A Zen Lament!
"Nobody today is normal, everybody is a little bit crazy or unbalanced, people's minds are running all the time. Their perceptions of the world are partial, incomplete. They are eaten alive by their egos. They think they see, but they are mistaken; all they do is project their madness, their world, upon the world. There is no clarity, no wisdom in that!"
- Taisen Deshimaru
This might be the first time I've seen a Zen Buddhist so lament "people today". I confess I largely agree with him! I think he might describe most of us to one extent or another. Yet, I don't recall ever having read in any accurate history of an age when his lament would not be true of most people.
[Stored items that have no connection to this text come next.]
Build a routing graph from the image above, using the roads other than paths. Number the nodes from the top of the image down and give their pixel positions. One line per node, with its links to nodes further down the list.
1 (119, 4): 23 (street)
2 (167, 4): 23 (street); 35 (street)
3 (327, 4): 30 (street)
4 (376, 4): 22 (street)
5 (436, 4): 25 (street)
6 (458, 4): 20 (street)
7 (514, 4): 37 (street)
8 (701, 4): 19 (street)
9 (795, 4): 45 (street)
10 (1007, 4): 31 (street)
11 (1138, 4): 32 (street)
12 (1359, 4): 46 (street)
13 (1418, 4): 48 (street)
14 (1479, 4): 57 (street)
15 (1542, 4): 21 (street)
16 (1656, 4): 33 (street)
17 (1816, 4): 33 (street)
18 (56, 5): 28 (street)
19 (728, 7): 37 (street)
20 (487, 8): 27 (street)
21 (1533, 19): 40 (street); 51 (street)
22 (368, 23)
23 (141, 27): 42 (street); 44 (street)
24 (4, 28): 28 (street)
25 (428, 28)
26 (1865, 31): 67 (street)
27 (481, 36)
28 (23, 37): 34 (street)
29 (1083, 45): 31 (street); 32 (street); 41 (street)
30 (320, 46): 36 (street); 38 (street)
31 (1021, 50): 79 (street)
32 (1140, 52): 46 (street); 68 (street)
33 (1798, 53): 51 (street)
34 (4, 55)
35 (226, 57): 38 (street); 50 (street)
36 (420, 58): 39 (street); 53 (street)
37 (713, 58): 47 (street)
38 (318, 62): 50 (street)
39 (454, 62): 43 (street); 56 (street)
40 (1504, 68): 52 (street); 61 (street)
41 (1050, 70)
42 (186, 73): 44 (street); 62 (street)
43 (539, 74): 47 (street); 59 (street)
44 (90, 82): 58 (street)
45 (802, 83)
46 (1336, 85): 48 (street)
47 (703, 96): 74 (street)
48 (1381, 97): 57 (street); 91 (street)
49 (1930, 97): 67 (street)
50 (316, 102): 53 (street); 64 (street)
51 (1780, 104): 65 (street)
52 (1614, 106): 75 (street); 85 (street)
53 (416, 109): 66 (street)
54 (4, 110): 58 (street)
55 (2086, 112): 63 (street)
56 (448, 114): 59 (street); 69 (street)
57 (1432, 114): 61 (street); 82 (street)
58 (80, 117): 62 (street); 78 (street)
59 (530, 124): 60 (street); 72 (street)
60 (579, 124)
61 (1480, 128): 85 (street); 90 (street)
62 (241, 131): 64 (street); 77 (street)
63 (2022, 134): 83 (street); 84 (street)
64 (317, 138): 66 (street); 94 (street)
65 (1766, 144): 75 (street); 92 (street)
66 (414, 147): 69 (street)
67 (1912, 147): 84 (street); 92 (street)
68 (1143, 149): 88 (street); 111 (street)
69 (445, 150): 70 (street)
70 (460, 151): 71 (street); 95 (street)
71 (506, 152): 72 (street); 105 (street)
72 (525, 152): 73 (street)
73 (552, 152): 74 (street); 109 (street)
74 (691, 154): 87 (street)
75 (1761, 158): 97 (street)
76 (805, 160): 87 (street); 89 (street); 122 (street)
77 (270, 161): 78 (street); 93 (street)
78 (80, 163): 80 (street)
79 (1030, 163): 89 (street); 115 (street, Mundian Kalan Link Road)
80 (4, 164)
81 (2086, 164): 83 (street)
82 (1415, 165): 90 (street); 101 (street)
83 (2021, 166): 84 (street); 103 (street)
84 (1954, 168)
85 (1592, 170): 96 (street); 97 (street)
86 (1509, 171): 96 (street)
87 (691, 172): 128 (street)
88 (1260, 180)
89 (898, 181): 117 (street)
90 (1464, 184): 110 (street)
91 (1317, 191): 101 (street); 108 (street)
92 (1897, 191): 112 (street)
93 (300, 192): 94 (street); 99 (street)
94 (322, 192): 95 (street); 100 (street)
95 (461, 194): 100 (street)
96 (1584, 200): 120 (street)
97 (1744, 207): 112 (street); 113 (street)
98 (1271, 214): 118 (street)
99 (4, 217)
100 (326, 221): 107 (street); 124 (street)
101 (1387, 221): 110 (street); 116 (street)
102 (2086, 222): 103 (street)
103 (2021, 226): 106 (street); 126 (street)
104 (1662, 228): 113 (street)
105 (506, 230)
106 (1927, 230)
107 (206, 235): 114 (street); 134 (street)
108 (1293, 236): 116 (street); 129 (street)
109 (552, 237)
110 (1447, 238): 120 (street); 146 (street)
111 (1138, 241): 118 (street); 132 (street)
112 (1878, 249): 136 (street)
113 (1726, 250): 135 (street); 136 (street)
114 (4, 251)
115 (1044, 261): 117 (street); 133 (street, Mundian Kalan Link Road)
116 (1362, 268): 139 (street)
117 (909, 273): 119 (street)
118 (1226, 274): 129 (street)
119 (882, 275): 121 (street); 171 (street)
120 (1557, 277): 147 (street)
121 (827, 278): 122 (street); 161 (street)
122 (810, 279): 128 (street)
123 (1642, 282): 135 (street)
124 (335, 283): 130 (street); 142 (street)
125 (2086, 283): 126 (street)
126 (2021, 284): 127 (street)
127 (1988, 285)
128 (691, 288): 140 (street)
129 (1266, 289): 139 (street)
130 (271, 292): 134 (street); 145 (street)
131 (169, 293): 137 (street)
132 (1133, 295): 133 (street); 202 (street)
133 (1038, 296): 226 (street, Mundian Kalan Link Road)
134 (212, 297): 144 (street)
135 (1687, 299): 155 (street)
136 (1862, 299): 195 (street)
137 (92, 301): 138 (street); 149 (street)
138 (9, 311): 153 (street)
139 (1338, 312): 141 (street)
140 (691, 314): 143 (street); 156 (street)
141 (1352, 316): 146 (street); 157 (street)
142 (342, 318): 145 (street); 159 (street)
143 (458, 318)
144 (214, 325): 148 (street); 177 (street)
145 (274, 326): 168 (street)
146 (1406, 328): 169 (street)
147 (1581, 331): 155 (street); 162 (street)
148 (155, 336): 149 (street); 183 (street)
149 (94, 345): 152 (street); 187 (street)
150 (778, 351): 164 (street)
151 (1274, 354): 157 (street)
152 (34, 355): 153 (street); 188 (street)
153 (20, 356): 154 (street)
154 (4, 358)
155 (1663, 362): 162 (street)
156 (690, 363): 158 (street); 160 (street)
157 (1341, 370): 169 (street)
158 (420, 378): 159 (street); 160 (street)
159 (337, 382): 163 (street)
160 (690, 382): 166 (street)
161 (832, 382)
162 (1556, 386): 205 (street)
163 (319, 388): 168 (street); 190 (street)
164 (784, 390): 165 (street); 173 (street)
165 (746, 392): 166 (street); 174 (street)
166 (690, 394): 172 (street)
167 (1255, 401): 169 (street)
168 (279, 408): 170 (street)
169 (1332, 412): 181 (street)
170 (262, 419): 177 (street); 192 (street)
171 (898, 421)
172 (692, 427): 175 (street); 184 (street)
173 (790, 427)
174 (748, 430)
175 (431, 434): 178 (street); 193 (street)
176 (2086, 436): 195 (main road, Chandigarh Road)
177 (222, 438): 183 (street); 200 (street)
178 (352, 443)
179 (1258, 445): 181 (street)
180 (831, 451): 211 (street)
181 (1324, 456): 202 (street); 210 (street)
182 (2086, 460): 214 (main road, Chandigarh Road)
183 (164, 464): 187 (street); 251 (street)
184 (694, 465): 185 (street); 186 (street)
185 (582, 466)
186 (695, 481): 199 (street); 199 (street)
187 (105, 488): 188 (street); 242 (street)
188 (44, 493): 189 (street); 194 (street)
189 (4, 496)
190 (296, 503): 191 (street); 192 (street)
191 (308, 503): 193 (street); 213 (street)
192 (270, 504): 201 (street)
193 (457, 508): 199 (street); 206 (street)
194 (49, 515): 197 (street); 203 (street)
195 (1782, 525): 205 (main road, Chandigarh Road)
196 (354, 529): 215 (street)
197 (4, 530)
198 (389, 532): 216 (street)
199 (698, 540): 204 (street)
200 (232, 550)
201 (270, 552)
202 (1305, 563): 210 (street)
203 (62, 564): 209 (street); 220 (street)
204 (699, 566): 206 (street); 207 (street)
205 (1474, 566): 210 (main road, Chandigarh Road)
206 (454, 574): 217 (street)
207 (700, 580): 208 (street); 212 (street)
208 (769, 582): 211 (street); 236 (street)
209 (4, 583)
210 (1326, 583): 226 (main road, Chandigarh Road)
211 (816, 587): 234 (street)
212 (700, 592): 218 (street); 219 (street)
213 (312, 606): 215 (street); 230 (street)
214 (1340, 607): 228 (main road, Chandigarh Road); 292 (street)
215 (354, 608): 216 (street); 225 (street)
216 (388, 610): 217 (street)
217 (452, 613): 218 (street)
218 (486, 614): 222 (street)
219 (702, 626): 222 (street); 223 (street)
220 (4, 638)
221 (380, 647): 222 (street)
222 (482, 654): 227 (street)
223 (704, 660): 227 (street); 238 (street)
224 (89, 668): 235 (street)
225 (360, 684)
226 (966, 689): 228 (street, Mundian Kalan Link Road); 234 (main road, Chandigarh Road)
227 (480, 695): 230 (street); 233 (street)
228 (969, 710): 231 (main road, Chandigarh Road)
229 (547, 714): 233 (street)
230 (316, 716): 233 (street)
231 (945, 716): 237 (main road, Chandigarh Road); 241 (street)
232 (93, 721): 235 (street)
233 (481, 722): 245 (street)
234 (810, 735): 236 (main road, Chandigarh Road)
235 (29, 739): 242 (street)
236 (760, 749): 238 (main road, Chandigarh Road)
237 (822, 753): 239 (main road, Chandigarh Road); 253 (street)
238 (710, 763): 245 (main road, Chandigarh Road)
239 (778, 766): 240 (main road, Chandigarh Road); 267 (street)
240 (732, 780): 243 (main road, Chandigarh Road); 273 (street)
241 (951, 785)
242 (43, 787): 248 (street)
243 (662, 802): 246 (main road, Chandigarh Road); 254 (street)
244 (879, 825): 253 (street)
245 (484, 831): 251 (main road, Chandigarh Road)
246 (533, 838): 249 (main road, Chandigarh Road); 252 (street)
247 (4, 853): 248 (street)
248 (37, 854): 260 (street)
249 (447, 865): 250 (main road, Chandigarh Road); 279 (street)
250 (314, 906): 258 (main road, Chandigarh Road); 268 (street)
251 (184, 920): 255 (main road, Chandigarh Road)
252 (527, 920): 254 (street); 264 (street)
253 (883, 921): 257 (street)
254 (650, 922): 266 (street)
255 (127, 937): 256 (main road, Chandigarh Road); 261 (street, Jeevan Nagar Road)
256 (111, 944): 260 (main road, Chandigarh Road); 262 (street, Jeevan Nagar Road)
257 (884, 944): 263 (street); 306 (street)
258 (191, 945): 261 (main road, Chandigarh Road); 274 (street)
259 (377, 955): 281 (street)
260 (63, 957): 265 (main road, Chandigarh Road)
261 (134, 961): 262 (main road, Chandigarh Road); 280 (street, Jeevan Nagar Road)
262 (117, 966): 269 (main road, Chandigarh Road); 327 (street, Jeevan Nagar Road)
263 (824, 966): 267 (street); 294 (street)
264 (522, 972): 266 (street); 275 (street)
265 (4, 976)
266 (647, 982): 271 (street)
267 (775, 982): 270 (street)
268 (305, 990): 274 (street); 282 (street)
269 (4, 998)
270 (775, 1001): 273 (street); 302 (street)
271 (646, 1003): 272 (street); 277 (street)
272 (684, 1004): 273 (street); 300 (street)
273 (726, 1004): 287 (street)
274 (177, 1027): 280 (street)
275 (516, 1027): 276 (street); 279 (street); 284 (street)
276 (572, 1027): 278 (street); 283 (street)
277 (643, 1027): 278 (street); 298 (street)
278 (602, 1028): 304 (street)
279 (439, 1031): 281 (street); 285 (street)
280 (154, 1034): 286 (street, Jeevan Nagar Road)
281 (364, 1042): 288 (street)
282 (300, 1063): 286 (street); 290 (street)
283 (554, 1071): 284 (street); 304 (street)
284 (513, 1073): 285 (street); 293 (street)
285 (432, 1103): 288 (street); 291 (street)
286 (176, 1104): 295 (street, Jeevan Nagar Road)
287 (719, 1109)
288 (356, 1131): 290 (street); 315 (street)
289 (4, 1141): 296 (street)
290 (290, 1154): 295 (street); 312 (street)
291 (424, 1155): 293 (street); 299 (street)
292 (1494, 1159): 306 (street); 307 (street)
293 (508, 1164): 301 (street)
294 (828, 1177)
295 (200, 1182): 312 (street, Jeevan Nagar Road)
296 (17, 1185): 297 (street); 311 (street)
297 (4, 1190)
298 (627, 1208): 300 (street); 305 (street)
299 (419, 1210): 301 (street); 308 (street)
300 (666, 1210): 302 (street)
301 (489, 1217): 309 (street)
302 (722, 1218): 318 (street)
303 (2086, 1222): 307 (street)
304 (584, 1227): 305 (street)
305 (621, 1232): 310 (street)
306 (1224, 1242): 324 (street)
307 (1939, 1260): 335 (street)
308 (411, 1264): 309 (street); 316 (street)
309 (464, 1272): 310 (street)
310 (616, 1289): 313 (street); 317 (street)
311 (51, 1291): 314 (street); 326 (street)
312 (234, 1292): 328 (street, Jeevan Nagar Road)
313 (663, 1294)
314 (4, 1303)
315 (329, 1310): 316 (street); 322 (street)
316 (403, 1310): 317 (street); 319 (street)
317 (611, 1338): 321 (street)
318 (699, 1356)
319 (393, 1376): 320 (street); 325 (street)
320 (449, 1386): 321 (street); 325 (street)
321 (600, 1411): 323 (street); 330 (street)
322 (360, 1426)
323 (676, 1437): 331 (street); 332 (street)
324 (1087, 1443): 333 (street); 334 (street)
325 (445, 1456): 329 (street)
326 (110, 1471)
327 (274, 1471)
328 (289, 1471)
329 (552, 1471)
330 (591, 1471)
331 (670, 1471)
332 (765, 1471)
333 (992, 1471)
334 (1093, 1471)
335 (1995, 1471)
Those who are not "a little bit crazy or unbalanced" have always been as rare as monks -- maybe even as rare as Buddhas. The notion there was a Golden Age in which people in general were fundamentally much better and wiser than they are today is a myth, rather than an historical reality.
Yet, does that mean we should forgo trying to be as wise and sane as possible? Of course not! The fact there are some very wise and sane people in this world means it is possible to be very wise and sane. Maybe the vast majority of humanity will always be -- as humanity has always been -- "eaten alive by their egos." Yet, that does not mean all of us need be.
Had the Buddha been a god, like Christ, people would say, "Enlightenment is only possible for gods", and "Only the Buddha was fully authentic". They say those things about Christ, you know. "Only Christ was perfect." And, "Only Christ could love everyone". To make your mentor a god is a form of escapism. It's a way of denying your potential.
"[A]ll they do is project their madness, their world, upon the world." Your enlightenment will not solve all the world's problems. But perhaps it will mean that you become aware -- deeply aware -- of when you are projecting your madness, your world, upon the world. Then you can at least choose wisely whether to do it or not. As near as I know, that's one of the things enlightenment most does for you -- makes you wise and sane.
It does not make the world's problems go away. If you have no skills and are unemployable before you are enlightened, you will have no skills and be unemployable after you are enlightened, etc. But perhaps you will have a realism, a wisdom, and a sanity about your situation that you never had before. And that, of course, can help you meet your challenges quite a bit better than you have ever met them before.
Krishnamurti observed that no one seeks enlightenment until they get into trouble. It's only when we suffer, and wish to escape our suffering, that the possibility of enlightenment becomes a burning, passionate goal. Yet, as Krishnamurti once again said, when we seek enlightenment as an escape from suffering, enlightenment will not come. We will find some escape, but it will not be enlightenment.
Most of us will always want to live as the people Taisen Deshimaru laments. We will never experience a crisis so profoundly unsolvable that we are forced by it into enlightenment. For some say enlightenment comes only when every form of escape has been exhausted. Perhaps that is why so few people are enlightened and why every age has a right to repeat Taisen Deshimaru's lament.